Finalmente, la manía de Adela resultaba lo más práctico, después de la fosa común. Todas las demás propuestas lo único que conseguían era complicar la primera manía. Metido en la discusión se me ocurrió aportar una propuesta que yo creía conciliadora. No recuerdo exactamente qué dije. El caso es que nadie me respondió. Casi les extrañaba que hubiese hablado. Fue como si hubiese crujido un mueble. Volví a sentirme un intruso. Para evitar la sensación de indiferencia me puse a pensar que todo aquello no era más que un numerito que estaban montando para mí. El único espectador no tenía derecho a participar en la función, y se le afeaba la conducta con el silencio. Yo no era cualquier invitado, era un invitado a sueldo delante de los pensamientos, los gestos y las palabras de los Tordesillas.

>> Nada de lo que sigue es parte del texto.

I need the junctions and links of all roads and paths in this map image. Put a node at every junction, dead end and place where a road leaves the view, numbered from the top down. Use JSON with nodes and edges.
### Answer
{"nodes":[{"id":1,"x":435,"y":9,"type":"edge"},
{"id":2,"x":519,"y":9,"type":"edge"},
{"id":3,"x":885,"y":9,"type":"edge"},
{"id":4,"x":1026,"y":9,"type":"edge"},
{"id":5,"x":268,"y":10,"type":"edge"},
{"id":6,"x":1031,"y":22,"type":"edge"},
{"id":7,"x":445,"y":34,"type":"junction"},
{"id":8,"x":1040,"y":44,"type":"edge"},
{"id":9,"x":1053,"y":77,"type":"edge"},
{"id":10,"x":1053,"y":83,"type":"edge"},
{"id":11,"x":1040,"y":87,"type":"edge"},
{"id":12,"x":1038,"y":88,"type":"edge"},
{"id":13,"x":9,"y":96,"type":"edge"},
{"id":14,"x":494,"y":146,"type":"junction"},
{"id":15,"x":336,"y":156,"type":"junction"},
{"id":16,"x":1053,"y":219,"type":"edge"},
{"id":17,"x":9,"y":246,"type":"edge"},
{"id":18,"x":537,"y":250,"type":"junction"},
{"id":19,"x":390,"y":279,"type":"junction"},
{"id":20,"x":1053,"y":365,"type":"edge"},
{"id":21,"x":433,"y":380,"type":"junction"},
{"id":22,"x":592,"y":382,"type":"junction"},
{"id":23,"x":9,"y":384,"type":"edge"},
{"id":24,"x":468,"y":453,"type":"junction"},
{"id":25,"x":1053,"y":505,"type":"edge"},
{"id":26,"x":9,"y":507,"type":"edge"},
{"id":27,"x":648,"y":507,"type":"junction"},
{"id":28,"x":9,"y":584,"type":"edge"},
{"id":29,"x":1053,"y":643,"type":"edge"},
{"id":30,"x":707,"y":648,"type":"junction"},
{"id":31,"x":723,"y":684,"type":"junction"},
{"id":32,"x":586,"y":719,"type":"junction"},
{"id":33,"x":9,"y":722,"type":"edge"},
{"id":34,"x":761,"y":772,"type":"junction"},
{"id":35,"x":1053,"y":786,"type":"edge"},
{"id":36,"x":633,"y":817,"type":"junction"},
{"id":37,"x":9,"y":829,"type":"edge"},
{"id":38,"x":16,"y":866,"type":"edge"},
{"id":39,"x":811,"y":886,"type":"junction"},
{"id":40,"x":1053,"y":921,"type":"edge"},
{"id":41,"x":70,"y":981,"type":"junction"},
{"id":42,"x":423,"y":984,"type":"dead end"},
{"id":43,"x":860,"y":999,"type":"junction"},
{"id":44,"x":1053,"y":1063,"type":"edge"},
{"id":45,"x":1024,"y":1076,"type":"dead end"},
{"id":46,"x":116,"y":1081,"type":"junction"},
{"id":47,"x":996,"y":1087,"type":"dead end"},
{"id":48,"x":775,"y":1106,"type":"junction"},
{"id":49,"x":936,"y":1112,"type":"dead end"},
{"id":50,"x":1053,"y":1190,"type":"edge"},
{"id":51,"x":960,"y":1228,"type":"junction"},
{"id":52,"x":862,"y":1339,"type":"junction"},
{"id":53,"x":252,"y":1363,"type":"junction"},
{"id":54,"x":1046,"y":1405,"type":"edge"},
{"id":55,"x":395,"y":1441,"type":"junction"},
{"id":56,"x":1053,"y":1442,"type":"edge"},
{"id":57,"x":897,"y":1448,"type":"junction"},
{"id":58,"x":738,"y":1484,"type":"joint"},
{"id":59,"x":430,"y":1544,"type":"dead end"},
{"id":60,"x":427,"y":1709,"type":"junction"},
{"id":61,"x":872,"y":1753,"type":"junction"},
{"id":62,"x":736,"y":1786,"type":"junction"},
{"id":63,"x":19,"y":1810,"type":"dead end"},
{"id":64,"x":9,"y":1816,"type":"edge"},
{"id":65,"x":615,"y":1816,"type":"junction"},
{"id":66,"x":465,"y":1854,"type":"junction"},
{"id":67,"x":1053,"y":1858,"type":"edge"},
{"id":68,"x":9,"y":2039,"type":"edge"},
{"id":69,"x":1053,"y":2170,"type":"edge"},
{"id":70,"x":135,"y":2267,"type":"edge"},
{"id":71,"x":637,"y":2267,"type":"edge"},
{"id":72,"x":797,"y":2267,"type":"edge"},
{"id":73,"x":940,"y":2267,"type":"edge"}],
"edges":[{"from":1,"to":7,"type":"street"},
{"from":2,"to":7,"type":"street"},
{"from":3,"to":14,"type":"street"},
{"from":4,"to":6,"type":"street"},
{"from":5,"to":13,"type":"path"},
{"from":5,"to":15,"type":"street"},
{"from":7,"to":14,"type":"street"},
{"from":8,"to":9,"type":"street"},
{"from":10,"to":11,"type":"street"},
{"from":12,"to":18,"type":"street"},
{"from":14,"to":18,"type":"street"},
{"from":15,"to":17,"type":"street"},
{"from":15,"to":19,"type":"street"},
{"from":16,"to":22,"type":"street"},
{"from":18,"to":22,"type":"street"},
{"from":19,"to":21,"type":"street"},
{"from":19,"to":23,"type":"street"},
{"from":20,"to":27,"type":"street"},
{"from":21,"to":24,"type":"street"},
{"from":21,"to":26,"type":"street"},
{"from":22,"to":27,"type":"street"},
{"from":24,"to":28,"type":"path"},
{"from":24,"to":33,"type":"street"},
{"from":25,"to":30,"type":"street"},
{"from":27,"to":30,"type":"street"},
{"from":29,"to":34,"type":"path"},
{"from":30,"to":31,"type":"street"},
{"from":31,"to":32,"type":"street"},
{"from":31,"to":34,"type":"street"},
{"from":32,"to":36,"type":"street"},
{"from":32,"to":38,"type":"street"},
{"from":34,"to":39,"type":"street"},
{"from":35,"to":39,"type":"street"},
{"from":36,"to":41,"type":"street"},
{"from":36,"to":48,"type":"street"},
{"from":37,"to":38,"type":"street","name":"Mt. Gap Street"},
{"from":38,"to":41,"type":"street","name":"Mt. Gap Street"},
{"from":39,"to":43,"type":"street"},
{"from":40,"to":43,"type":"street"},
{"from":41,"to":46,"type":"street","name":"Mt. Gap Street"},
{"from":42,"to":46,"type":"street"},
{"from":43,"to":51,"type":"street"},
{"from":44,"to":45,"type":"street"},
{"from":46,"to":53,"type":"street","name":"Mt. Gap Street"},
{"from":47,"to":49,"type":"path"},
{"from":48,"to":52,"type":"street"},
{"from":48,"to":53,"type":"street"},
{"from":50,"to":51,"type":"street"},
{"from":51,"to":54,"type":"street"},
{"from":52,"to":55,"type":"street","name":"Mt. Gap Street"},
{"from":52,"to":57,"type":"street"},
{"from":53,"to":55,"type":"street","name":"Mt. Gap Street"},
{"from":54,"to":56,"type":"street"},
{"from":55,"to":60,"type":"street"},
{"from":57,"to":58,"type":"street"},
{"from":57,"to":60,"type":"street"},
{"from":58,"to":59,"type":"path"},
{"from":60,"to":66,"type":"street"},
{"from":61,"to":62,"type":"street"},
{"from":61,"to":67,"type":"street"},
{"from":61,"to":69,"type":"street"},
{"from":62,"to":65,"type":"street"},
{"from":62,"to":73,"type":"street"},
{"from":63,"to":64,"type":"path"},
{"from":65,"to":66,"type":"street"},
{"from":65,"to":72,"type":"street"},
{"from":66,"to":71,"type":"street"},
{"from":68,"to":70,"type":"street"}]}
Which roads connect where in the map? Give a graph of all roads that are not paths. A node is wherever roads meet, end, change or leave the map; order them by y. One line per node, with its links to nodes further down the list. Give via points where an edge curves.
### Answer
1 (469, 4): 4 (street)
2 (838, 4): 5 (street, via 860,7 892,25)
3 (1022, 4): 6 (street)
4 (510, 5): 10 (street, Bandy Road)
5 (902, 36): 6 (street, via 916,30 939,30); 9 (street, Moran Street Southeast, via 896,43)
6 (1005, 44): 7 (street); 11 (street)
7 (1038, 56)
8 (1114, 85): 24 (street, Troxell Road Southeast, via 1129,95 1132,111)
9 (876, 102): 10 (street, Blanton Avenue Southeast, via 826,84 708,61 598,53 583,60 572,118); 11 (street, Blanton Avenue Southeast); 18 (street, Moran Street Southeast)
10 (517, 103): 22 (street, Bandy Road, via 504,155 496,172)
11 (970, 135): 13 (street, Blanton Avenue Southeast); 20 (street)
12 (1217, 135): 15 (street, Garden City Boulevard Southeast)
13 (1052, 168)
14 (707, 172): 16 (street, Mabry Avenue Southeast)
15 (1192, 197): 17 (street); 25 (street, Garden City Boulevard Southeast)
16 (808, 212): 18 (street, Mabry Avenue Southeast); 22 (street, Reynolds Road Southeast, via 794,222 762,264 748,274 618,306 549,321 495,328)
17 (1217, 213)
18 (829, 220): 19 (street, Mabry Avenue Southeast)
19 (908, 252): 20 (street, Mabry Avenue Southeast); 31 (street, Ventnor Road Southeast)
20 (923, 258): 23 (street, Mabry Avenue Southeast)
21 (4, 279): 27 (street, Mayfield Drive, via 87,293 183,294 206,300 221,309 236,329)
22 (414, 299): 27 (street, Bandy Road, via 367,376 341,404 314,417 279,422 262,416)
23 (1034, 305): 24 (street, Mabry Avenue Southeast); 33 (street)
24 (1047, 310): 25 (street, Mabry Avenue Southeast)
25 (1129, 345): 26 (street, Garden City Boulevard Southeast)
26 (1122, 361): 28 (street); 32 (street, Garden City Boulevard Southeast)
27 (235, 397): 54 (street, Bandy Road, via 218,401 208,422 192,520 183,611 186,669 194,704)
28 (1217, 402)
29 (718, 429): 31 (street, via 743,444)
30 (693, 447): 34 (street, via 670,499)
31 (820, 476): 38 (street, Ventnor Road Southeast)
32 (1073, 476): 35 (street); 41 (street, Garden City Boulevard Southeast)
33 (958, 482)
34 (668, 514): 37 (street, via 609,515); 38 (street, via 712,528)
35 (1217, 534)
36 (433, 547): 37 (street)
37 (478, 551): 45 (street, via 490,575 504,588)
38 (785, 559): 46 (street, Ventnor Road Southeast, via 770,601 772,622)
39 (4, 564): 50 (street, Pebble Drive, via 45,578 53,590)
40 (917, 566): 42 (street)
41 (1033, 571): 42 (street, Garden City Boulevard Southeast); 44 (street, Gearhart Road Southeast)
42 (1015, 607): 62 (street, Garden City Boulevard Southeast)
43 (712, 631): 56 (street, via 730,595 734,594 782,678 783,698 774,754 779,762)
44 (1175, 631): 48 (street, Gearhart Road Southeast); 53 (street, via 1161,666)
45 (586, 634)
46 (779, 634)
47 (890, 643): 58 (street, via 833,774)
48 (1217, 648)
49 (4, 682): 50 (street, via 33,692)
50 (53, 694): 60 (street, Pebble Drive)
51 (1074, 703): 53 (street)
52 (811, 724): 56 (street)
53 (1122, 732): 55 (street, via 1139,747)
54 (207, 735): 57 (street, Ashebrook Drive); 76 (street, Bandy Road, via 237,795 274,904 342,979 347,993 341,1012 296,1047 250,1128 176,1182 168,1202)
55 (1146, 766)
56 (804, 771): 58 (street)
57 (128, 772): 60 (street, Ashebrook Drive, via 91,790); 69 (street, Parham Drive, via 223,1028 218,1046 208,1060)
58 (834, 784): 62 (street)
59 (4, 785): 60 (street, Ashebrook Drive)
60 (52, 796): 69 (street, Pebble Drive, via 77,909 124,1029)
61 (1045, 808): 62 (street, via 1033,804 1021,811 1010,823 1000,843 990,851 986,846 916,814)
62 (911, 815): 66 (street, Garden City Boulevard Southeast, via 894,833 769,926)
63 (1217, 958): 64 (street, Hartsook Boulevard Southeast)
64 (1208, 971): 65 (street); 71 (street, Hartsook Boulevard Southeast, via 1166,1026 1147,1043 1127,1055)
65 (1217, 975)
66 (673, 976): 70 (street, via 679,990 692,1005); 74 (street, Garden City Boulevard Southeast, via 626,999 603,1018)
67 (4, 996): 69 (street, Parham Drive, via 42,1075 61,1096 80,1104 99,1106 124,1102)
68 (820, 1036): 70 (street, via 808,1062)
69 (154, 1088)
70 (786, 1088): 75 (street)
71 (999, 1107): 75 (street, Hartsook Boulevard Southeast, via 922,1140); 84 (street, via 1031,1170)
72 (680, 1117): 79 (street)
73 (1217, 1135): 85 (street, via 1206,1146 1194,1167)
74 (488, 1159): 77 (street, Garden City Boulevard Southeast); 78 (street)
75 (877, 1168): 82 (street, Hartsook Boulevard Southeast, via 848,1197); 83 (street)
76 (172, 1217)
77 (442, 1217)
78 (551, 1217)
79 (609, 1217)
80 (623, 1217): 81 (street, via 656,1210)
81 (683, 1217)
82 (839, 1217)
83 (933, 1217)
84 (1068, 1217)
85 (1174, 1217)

De repente, una lógica aplastante me dijo que si pagaban por tenerme de espectador para ser vistos era porque ellos mismos se habían convertido en cajas tontas y yo en un idiota a sueldo.

Adolfo tuvo una idea. Tanto él como Maribel, su mujer y sus hijos tenían una segunda vida. Eso nos contaron. Enterrásemos como enterrásemos a los muertos en la vida real podríamos, proponían, realizar cada una de las propuestas que se acababan de oír, por imposibles que pareciesen, en el reino virtual de Second Life, una aplicación informática que les permitía dar vida a cualquier fantasía. Así no habría que renunciar a ninguna de las ideas que habían surgido.

Dicho y hecho, enseguida los tres hermanos, Félix, Álvaro y Pedro se pusieron manos a la obra. Me pidieron que subiera con ellos. Debía dejar constancia. Entramos en un cuarto donde había varios ordenadores portátiles. Félix me entregó uno de ellos. Me tenían reservado un papel virtual con el fin de hacerme entender cómo funcionaba. Era mi bautismo en lo que ellos llamaban la segunda vida. Fuera de la casa se oían muchos tiros. Tenía una enorme necesidad de evadirme. Me puse manos a la obra. De repente, me vi convertido en el doble de una gran estrella de cine cuyo nombre he olvidado. Lo sustituía en las escenas más peligrosas de las películas que rodaba. Empecé desde abajo, con pequeños trabajos. Pronto me hice imprescindible. Todos los directores me llamaban para sus rodajes. El tiempo era elástico. Un minuto se correspondía con años de experiencias. Cada vez exigían más de mí.

—Pasa por el aro de fuego.

—Derrapa.

—Estréllate contra la valla.

—Salta por el precipicio y da quince vueltas de campana.